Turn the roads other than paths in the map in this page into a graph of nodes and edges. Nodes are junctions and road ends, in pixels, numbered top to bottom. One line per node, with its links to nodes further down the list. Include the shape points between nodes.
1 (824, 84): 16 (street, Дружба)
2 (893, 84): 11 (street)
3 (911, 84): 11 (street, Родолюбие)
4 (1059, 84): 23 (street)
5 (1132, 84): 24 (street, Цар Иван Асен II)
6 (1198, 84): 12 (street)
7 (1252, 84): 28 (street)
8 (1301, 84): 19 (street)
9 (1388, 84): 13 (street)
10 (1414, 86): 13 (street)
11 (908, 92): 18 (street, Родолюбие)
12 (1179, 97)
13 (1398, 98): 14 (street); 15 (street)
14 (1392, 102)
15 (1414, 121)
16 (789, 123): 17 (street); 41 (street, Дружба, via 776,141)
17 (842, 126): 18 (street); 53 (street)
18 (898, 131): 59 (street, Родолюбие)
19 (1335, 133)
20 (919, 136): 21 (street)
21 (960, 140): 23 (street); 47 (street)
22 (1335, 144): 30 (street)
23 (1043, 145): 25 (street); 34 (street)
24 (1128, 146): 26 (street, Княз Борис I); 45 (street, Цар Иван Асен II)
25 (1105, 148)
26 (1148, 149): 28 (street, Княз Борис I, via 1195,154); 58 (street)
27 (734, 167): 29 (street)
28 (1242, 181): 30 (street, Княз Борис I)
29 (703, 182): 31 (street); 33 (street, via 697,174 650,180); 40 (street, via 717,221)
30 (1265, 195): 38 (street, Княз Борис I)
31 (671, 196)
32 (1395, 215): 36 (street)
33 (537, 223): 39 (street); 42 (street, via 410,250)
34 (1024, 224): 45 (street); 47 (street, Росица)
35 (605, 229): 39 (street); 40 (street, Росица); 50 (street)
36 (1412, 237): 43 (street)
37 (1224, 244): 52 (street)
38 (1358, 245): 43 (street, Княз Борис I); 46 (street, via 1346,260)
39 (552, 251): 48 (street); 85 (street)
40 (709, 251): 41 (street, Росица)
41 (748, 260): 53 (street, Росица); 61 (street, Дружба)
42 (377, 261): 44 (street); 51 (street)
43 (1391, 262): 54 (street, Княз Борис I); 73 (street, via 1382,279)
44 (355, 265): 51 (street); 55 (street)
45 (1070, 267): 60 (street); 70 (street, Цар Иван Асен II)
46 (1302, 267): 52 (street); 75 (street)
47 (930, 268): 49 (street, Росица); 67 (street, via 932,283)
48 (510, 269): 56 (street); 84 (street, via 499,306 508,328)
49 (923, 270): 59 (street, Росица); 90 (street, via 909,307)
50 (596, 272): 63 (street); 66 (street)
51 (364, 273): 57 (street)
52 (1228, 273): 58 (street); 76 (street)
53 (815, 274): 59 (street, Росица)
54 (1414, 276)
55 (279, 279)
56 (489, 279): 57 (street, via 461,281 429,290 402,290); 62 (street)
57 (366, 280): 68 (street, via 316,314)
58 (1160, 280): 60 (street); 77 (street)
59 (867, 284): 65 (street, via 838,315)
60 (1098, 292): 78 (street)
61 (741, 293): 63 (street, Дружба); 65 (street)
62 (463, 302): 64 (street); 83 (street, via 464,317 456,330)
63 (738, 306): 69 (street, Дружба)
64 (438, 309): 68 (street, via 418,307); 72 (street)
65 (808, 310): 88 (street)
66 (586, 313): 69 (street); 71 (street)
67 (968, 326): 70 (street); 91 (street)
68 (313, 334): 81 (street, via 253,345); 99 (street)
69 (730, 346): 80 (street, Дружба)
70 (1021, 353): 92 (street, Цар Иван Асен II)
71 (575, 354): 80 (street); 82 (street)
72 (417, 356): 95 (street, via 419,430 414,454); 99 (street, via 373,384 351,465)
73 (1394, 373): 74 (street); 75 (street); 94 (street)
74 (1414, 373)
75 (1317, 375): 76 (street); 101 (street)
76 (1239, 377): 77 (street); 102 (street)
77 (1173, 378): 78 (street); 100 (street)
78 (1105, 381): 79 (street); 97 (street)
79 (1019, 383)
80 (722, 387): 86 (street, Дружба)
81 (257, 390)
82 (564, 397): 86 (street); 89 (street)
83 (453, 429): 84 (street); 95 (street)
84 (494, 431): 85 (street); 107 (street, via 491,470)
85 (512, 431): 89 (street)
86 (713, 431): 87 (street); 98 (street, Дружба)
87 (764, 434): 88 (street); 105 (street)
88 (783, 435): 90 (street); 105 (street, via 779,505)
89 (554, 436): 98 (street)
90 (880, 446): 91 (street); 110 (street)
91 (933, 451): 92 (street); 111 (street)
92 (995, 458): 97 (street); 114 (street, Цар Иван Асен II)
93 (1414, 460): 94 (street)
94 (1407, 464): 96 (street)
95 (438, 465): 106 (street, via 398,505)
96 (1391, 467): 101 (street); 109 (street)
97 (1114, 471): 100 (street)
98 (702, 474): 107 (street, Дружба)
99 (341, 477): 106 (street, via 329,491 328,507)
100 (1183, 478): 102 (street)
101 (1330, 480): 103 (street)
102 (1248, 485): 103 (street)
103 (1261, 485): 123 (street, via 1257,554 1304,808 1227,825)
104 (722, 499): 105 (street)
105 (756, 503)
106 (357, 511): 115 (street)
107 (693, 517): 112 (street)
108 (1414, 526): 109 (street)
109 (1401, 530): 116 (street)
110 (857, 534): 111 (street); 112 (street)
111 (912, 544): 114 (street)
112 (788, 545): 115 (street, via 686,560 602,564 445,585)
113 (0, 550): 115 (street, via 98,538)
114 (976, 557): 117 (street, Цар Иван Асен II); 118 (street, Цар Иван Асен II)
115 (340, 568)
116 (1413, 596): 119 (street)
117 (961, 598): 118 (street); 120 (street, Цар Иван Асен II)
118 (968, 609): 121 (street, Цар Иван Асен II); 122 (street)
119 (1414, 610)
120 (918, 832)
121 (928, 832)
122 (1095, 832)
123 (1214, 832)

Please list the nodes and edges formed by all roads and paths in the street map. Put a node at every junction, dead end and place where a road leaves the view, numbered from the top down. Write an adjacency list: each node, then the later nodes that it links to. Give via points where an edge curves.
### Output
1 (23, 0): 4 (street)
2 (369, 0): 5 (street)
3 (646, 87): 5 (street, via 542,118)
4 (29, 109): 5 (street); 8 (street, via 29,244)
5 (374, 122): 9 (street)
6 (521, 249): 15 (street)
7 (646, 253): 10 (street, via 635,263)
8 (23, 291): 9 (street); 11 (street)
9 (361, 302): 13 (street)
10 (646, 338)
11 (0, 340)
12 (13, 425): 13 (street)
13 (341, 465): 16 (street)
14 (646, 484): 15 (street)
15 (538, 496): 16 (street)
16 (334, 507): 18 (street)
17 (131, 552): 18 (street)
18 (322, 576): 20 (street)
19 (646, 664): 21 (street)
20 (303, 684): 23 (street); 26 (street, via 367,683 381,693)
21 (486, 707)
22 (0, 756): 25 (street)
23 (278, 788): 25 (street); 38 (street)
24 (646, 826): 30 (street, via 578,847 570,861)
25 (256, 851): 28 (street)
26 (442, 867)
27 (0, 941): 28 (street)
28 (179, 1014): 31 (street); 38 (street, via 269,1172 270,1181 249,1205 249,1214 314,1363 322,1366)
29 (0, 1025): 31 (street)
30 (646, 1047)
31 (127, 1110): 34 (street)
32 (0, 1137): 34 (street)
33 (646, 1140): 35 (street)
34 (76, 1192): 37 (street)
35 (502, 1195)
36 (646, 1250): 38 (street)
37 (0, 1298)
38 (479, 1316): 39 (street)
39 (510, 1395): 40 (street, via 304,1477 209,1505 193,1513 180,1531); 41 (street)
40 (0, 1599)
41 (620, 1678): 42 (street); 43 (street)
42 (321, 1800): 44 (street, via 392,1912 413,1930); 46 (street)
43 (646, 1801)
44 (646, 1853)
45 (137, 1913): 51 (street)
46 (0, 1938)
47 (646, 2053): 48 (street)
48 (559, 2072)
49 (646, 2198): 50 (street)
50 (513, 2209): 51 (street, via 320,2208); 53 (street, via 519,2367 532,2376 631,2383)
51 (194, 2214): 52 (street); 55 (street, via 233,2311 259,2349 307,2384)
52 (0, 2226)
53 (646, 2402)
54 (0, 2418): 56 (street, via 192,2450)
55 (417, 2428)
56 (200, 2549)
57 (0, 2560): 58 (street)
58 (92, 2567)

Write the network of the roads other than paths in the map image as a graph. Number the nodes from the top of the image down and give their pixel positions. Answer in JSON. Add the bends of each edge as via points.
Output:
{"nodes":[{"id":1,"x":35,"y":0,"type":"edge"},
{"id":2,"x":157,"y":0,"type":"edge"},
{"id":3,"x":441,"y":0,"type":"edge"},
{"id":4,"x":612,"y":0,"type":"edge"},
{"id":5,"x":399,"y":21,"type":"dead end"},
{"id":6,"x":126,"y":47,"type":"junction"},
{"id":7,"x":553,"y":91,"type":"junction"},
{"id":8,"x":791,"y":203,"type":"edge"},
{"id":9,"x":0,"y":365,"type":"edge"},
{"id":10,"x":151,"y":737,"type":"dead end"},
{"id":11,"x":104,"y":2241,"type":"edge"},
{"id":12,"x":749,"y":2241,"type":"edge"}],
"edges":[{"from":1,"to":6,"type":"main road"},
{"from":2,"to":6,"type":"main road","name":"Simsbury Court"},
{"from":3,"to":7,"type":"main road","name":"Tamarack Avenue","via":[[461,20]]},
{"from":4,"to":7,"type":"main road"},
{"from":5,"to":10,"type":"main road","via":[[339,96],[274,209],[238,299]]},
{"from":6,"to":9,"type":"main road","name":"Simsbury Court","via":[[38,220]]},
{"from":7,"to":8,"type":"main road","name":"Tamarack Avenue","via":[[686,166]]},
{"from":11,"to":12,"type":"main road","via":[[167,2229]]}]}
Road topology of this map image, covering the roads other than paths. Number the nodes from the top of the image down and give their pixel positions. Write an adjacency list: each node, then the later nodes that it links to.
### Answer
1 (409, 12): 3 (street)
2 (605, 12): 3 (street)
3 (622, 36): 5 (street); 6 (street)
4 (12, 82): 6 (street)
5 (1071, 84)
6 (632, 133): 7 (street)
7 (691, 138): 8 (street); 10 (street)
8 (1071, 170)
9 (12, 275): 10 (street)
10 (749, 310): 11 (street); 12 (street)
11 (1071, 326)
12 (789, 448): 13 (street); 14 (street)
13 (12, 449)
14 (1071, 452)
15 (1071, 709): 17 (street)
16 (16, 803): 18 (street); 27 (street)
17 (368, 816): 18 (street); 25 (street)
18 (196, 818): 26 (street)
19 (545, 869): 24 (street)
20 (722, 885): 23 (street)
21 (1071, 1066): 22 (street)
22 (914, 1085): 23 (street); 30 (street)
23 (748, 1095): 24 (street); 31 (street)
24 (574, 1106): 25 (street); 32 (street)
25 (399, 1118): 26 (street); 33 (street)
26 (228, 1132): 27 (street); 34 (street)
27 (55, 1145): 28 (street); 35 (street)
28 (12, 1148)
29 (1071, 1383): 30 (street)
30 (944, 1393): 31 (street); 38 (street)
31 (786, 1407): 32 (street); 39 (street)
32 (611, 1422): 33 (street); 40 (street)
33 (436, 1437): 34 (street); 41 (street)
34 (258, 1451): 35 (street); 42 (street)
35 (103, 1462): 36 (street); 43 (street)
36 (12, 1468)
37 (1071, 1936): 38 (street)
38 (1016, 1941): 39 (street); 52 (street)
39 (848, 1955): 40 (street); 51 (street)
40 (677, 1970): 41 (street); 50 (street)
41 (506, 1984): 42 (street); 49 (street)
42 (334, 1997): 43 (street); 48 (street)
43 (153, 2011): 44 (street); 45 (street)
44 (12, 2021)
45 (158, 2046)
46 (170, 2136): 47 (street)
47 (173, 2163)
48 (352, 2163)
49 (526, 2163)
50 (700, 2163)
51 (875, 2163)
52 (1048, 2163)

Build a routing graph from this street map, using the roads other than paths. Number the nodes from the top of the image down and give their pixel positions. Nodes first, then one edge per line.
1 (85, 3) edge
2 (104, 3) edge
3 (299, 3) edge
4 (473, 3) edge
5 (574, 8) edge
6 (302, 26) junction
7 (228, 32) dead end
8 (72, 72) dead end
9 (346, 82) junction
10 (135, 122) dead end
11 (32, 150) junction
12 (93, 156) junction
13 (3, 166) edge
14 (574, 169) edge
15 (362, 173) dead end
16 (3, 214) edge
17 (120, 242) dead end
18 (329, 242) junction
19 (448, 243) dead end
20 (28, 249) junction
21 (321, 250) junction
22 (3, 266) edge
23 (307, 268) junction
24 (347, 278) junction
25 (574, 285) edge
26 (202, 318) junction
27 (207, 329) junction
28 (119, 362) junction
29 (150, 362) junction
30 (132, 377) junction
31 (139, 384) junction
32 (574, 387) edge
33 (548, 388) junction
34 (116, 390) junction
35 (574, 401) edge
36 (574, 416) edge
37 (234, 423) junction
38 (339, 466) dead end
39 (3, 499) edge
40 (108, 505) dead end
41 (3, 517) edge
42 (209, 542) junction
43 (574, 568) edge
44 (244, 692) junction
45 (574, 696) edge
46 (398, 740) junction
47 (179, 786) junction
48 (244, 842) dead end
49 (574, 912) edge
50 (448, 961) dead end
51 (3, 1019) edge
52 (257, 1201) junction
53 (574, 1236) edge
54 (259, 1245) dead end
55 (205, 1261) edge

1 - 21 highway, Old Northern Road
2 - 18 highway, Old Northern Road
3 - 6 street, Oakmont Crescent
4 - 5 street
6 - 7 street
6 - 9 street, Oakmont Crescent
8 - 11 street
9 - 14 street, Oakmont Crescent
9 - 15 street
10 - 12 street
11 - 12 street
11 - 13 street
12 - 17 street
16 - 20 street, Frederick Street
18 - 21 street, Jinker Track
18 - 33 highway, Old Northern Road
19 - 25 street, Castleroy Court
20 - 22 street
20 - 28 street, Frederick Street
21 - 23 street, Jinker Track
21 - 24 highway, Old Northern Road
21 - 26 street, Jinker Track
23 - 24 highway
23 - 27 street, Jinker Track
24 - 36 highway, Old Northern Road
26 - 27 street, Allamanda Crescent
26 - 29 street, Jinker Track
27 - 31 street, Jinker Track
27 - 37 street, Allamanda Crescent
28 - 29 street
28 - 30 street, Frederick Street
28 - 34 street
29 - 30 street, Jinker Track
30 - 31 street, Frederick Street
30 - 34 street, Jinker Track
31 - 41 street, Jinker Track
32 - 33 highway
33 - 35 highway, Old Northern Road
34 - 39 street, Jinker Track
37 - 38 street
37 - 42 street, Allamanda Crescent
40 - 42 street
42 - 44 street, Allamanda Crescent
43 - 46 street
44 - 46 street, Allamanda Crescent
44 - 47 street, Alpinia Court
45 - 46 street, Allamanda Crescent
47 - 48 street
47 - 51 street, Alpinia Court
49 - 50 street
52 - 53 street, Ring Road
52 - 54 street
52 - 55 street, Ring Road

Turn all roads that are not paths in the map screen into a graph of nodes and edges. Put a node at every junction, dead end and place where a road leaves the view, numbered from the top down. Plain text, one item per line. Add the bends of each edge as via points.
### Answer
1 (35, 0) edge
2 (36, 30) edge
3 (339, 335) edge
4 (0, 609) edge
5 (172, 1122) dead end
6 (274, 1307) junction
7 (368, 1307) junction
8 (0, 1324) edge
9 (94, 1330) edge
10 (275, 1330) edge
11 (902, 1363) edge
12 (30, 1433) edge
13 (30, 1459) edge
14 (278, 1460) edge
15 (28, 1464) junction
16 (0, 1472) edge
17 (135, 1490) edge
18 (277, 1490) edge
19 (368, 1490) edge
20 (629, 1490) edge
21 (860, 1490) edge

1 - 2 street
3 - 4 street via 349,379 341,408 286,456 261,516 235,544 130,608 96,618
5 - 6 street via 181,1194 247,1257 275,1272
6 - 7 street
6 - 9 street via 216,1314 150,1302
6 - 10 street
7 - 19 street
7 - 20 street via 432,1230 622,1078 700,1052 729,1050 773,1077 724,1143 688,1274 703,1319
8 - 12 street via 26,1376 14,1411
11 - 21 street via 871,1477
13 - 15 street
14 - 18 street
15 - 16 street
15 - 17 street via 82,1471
------------------------------------------------
**Activity:** I need every line of the data that has the word "Борис"; please list them.

**Task response:**
24 (1128, 146): 26 (street, Княз Борис I); 45 (street, Цар Иван Асен II)
26 (1148, 149): 28 (street, Княз Борис I, via 1195,154); 58 (street)
28 (1242, 181): 30 (street, Княз Борис I)
30 (1265, 195): 38 (street, Княз Борис I)
38 (1358, 245): 43 (street, Княз Борис I); 46 (street, via 1346,260)
43 (1391, 262): 54 (street, Княз Борис I); 73 (street, via 1382,279)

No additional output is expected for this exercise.